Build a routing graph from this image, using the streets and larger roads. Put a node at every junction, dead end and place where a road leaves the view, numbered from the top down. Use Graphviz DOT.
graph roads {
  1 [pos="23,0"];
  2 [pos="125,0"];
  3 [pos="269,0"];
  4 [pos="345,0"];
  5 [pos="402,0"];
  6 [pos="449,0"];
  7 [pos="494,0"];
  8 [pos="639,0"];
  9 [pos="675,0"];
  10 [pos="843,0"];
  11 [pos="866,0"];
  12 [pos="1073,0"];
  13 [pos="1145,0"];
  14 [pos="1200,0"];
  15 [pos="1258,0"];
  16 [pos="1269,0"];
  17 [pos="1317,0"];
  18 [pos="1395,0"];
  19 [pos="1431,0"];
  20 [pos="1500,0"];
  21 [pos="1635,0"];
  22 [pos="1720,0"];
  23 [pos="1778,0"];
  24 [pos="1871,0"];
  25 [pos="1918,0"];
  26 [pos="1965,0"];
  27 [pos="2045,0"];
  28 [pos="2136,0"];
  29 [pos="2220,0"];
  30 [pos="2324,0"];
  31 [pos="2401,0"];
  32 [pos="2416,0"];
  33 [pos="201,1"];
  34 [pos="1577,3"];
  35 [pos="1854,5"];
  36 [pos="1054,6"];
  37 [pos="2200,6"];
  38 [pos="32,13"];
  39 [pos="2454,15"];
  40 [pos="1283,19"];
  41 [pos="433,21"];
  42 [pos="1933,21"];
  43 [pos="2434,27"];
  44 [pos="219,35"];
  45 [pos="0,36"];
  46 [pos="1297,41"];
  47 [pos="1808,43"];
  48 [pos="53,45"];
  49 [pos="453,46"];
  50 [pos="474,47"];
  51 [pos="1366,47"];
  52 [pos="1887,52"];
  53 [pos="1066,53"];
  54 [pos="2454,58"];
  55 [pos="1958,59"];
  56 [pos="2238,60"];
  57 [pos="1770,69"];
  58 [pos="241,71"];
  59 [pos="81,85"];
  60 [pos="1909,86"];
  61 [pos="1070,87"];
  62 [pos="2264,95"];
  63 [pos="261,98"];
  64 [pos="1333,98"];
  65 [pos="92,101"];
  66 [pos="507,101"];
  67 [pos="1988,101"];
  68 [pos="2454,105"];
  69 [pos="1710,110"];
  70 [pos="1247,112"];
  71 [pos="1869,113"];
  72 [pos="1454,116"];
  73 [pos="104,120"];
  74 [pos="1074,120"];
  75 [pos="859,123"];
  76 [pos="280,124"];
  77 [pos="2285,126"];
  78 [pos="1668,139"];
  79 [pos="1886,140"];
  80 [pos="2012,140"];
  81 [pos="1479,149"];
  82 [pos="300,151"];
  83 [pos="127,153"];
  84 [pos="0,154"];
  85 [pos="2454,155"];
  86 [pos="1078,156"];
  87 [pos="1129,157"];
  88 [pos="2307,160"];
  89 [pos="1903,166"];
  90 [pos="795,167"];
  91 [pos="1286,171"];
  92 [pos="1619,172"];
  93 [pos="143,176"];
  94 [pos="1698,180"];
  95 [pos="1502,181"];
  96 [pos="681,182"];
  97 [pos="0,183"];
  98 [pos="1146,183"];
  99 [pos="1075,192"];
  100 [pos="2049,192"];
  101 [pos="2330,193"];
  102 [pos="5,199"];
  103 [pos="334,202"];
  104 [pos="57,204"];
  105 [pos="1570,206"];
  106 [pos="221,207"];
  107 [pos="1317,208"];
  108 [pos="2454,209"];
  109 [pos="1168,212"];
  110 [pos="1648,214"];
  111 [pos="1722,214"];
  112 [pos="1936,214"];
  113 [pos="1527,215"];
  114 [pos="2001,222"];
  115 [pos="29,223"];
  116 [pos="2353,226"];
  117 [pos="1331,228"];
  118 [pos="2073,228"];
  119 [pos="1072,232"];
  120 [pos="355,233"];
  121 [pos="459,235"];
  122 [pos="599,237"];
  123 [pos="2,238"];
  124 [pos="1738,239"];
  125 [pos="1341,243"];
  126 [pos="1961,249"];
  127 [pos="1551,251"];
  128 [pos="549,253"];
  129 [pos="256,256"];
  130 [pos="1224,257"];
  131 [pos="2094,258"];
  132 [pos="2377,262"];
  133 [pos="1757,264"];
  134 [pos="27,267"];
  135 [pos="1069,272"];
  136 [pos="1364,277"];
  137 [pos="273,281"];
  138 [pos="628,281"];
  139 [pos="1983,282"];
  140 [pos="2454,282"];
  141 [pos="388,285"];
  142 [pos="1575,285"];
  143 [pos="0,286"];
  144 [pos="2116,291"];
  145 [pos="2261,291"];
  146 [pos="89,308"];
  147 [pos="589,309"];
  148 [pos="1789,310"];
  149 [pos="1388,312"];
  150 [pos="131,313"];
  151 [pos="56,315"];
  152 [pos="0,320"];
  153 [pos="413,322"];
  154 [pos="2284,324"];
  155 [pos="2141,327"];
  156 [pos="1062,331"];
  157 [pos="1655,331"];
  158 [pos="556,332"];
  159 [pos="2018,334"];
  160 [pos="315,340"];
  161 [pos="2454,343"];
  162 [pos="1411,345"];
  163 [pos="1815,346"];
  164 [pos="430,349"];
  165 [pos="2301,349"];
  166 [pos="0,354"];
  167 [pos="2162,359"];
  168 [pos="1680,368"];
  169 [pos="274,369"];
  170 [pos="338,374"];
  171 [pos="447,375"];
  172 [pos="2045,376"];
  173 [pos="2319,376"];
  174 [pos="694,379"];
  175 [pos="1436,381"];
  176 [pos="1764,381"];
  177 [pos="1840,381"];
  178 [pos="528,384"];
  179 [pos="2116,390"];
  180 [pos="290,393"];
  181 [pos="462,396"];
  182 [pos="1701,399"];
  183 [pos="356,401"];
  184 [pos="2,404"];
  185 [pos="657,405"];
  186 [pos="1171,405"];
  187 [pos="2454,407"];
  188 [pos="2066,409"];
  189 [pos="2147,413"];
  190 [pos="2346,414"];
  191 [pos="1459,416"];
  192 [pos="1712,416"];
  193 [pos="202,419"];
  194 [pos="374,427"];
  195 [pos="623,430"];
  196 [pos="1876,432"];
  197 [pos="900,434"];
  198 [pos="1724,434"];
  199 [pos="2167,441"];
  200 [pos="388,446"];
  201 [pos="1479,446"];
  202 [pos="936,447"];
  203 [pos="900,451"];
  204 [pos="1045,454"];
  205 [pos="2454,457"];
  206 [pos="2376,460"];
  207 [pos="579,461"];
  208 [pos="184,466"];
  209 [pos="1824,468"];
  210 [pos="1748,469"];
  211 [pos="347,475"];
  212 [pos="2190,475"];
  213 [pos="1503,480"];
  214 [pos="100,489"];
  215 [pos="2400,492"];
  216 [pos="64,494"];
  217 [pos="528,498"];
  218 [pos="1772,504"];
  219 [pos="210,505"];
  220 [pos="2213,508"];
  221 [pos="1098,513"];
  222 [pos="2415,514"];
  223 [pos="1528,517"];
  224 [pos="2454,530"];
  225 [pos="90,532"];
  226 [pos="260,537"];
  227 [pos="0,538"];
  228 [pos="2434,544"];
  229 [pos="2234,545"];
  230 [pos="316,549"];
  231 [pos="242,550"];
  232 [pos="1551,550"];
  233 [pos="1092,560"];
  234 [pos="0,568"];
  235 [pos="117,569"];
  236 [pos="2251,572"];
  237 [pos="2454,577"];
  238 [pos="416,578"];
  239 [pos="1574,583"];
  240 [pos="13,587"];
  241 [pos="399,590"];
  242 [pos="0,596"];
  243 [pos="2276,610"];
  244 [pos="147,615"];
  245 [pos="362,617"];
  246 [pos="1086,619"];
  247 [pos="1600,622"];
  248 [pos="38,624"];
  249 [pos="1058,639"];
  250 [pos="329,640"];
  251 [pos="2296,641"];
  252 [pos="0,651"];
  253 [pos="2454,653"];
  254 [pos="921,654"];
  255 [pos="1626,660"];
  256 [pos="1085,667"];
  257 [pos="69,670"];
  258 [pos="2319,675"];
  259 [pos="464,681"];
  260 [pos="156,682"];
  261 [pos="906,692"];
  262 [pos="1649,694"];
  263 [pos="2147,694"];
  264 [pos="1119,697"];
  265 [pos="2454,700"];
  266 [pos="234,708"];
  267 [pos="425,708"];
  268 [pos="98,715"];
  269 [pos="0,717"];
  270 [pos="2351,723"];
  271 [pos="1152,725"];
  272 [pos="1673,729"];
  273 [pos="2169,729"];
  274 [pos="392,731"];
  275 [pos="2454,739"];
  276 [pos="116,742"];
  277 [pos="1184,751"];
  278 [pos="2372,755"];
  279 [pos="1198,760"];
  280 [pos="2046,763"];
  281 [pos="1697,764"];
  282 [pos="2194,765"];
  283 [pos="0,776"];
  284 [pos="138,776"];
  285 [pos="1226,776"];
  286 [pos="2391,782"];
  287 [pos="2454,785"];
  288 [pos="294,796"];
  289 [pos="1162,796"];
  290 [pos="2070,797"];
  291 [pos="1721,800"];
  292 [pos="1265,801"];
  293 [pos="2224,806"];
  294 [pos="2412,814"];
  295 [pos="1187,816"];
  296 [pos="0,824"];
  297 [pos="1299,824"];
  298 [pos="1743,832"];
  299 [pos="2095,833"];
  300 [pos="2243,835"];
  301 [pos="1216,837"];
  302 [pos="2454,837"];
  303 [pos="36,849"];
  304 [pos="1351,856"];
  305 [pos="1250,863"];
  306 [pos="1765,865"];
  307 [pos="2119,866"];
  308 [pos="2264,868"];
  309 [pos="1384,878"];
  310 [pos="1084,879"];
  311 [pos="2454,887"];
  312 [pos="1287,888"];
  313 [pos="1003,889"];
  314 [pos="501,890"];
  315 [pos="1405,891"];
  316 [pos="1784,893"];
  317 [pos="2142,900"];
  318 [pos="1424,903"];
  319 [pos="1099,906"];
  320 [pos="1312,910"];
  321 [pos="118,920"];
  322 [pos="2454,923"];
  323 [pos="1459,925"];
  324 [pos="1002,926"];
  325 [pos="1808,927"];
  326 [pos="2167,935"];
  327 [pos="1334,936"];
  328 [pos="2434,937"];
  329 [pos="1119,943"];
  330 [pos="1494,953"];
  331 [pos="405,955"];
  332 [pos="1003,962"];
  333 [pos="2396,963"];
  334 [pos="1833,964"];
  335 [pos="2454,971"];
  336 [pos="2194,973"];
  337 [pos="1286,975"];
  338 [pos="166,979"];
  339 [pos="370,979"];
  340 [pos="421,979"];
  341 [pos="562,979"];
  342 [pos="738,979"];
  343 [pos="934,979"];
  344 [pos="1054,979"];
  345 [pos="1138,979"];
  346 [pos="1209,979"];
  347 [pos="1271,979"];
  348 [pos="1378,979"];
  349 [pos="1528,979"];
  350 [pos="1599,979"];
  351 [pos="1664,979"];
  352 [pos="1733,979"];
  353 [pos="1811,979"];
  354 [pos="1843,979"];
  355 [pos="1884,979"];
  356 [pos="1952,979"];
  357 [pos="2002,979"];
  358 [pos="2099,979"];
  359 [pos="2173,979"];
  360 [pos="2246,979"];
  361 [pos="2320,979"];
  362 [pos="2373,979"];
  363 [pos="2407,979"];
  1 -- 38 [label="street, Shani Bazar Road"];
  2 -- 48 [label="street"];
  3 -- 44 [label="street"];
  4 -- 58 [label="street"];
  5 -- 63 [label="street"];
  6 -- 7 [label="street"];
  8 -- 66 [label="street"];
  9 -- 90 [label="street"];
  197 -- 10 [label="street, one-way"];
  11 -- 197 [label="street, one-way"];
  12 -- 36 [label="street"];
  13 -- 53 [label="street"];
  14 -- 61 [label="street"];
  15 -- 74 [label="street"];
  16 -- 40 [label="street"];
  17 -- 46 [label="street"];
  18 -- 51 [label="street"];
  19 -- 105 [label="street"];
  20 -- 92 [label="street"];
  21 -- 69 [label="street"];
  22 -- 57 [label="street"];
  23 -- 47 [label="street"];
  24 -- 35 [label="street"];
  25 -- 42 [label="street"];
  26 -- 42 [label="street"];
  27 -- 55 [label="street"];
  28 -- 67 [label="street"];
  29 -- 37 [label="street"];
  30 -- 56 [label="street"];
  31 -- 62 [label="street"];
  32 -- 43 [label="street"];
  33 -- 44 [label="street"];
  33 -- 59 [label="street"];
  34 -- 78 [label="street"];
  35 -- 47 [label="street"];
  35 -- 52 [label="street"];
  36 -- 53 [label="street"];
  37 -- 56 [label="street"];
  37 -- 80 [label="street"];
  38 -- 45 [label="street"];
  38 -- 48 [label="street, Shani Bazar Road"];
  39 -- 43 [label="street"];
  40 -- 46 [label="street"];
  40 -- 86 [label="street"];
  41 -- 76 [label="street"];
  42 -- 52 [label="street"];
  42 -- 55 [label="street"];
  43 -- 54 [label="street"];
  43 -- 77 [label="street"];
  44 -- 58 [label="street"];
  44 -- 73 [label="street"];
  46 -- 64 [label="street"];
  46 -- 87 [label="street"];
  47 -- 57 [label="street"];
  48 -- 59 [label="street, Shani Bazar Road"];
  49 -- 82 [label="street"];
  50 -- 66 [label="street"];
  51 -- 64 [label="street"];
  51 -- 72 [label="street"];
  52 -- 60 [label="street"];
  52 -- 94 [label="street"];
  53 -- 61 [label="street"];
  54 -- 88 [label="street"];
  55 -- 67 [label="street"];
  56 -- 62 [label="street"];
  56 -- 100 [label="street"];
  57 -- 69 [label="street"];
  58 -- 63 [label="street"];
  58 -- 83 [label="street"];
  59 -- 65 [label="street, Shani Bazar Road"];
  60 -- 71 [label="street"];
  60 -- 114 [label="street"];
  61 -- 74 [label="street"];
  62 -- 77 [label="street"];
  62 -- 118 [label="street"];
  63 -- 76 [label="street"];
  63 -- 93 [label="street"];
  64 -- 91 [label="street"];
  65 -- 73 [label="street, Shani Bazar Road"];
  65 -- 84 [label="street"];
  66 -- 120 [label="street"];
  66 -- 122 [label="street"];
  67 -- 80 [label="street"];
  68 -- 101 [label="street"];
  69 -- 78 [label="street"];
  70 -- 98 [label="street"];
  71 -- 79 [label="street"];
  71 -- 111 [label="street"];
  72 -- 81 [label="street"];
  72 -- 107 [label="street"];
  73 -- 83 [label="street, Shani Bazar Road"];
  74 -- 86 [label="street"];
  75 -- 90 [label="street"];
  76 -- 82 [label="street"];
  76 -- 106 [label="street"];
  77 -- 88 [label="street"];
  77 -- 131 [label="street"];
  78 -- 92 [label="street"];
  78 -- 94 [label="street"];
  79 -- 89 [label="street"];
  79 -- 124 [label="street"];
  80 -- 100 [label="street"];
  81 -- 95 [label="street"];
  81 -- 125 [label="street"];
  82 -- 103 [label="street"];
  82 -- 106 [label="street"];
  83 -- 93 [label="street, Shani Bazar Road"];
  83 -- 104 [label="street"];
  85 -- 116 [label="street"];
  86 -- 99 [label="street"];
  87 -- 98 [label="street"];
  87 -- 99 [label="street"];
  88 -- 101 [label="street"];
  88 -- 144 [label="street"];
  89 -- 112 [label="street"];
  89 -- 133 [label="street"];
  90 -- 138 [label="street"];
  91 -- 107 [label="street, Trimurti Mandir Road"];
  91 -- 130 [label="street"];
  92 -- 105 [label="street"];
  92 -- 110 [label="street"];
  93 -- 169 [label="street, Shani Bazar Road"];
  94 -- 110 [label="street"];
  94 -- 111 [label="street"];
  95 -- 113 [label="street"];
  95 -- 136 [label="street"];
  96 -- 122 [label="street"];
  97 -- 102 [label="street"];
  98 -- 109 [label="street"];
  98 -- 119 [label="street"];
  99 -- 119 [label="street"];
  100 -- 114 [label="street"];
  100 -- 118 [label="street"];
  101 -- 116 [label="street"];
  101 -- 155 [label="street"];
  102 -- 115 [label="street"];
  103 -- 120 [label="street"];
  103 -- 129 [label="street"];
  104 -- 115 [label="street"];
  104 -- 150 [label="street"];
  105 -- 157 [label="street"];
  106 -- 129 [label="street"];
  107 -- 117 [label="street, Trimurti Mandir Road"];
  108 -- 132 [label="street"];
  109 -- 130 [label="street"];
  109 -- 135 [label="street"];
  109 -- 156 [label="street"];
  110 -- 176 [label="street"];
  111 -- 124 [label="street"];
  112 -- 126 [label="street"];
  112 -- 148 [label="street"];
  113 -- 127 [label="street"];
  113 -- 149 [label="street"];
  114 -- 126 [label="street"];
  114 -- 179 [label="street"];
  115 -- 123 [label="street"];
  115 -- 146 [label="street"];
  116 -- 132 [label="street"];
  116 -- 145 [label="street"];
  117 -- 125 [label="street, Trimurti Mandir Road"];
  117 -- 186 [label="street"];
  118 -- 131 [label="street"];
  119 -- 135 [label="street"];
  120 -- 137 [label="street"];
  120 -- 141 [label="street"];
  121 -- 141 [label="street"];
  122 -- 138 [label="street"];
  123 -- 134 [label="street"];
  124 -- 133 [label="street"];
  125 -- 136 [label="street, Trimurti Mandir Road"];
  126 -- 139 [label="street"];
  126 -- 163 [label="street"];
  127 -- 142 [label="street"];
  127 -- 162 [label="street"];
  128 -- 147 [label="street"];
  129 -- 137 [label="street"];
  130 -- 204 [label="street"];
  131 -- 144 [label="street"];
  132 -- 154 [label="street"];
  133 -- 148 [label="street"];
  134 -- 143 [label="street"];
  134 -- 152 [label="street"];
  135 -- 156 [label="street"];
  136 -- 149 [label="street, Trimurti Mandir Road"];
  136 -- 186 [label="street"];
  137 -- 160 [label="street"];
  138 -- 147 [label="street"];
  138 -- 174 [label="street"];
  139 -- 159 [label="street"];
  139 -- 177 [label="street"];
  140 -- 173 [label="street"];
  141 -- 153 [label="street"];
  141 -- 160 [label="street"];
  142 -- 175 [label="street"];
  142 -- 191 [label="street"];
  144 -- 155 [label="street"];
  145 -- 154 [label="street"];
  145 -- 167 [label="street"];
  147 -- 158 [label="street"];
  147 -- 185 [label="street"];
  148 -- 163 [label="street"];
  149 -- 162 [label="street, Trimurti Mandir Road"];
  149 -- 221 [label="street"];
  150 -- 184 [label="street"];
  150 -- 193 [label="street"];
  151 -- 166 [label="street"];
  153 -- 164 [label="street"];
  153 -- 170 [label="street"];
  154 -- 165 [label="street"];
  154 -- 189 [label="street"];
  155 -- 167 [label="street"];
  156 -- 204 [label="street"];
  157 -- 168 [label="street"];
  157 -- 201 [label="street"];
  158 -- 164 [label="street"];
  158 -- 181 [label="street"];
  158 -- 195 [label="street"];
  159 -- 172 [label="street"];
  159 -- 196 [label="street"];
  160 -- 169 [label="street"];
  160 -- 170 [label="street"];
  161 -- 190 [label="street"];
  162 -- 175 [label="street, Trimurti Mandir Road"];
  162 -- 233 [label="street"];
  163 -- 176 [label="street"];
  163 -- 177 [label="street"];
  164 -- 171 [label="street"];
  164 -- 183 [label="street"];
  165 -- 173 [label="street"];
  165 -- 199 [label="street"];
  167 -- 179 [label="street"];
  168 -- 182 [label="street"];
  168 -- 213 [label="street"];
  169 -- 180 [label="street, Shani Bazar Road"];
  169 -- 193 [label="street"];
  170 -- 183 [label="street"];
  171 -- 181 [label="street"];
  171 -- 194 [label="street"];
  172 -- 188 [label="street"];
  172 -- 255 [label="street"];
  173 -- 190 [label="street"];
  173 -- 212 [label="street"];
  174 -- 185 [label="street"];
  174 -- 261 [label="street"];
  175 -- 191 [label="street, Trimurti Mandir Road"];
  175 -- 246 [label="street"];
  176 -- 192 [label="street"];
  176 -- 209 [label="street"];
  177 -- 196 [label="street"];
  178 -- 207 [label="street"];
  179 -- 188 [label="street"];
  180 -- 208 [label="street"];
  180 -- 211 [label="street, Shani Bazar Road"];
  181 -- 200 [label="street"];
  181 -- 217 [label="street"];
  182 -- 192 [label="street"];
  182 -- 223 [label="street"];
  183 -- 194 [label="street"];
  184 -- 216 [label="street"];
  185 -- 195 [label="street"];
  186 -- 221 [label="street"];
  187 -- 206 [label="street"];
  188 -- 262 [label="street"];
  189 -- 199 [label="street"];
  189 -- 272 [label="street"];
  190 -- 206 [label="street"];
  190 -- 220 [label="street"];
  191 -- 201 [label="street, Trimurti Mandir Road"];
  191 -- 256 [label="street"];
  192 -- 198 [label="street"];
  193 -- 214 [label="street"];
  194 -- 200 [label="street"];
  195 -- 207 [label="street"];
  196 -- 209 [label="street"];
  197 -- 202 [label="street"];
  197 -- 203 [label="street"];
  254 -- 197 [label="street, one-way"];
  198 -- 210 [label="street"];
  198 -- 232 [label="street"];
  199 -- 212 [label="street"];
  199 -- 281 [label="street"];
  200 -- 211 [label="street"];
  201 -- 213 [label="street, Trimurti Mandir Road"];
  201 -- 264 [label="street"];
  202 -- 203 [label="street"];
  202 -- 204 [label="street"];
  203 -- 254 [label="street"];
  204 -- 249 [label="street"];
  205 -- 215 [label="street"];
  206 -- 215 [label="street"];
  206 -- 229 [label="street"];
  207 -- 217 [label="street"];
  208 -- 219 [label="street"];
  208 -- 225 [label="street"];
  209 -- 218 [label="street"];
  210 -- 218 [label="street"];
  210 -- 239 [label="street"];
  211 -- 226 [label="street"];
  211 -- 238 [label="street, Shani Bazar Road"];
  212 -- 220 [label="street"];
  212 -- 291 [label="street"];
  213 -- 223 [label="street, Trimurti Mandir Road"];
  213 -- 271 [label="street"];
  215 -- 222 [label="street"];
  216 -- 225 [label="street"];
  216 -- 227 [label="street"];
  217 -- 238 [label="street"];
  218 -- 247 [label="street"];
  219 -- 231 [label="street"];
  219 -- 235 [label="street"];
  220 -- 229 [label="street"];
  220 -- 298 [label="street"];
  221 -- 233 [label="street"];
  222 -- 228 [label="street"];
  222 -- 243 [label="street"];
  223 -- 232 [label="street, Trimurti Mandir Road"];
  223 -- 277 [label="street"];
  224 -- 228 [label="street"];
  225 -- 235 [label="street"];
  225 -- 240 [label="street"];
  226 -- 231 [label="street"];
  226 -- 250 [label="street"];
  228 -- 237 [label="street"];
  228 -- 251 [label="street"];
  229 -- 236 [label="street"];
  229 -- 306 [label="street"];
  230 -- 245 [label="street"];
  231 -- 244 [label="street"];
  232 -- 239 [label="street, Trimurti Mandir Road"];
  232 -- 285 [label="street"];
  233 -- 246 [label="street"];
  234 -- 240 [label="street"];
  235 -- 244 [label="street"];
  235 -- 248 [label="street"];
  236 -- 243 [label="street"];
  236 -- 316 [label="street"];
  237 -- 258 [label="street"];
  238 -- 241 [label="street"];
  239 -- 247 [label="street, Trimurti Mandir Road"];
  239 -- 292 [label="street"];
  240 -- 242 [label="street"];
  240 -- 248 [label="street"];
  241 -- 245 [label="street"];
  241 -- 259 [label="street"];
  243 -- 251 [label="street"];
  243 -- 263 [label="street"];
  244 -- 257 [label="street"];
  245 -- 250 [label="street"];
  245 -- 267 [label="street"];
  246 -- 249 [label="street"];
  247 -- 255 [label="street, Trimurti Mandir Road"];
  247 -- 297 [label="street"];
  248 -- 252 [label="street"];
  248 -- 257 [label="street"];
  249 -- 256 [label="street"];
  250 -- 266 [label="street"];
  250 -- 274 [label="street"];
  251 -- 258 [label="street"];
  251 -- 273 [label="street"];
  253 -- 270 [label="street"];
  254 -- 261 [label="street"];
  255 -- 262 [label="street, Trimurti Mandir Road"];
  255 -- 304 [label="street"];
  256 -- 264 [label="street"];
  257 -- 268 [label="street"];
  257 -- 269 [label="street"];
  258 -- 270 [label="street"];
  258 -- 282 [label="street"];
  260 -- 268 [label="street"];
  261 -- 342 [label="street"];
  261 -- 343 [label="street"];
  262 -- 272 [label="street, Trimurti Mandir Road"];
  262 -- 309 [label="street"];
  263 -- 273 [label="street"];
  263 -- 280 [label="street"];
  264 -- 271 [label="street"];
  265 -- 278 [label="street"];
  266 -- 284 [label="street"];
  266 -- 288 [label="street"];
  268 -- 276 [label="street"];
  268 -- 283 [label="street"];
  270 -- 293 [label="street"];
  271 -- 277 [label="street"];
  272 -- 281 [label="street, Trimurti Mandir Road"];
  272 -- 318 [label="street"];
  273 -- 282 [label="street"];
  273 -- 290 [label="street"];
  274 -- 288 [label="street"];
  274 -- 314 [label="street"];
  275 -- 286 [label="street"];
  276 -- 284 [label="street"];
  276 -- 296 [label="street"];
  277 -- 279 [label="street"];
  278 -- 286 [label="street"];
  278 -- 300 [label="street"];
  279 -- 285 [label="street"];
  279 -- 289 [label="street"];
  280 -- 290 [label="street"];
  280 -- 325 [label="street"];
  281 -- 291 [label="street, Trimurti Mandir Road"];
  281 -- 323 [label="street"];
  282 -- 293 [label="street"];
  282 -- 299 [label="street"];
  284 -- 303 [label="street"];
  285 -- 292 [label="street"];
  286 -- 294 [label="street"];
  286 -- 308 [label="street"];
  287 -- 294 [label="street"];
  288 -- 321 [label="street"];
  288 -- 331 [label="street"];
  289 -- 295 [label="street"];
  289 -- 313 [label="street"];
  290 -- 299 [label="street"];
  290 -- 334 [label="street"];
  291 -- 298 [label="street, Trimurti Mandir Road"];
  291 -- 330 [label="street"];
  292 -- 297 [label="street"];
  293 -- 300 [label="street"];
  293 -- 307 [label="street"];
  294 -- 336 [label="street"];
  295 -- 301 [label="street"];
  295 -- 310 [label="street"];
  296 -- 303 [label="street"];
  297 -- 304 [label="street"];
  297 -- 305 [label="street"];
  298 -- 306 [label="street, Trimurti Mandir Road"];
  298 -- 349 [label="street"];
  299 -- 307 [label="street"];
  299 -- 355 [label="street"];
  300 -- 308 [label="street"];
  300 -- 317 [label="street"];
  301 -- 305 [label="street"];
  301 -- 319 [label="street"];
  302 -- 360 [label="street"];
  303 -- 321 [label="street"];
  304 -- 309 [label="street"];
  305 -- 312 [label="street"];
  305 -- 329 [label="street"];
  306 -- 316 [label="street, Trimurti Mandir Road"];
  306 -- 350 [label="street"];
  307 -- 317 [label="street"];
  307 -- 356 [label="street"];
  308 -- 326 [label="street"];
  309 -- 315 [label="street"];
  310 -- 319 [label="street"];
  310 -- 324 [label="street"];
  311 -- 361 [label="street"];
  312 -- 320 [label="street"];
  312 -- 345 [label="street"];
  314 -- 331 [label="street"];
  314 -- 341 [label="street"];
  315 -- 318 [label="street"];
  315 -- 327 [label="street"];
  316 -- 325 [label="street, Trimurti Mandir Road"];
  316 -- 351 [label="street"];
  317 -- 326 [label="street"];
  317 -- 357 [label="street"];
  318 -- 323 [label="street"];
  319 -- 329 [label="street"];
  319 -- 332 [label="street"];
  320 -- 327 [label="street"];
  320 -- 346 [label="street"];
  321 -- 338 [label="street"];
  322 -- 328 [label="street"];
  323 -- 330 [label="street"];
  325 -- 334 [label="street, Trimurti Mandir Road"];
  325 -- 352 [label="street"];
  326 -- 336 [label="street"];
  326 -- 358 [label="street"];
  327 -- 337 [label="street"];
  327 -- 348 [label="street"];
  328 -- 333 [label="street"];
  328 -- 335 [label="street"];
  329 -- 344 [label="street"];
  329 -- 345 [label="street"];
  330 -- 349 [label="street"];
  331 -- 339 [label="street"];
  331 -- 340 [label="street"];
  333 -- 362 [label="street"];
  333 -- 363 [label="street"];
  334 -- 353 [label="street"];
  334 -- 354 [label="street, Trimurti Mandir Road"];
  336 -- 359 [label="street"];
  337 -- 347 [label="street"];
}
- - - - -
WHAT TO DO
Lines containing the string "roads" are the ones to copy from the entries above.

ANSWER TO THIS EXERCISE
Build a routing graph from this image, using the streets and larger roads. Put a node at every junction, dead end and place where a road leaves the view, numbered from the top down. Use Graphviz DOT.
graph roads {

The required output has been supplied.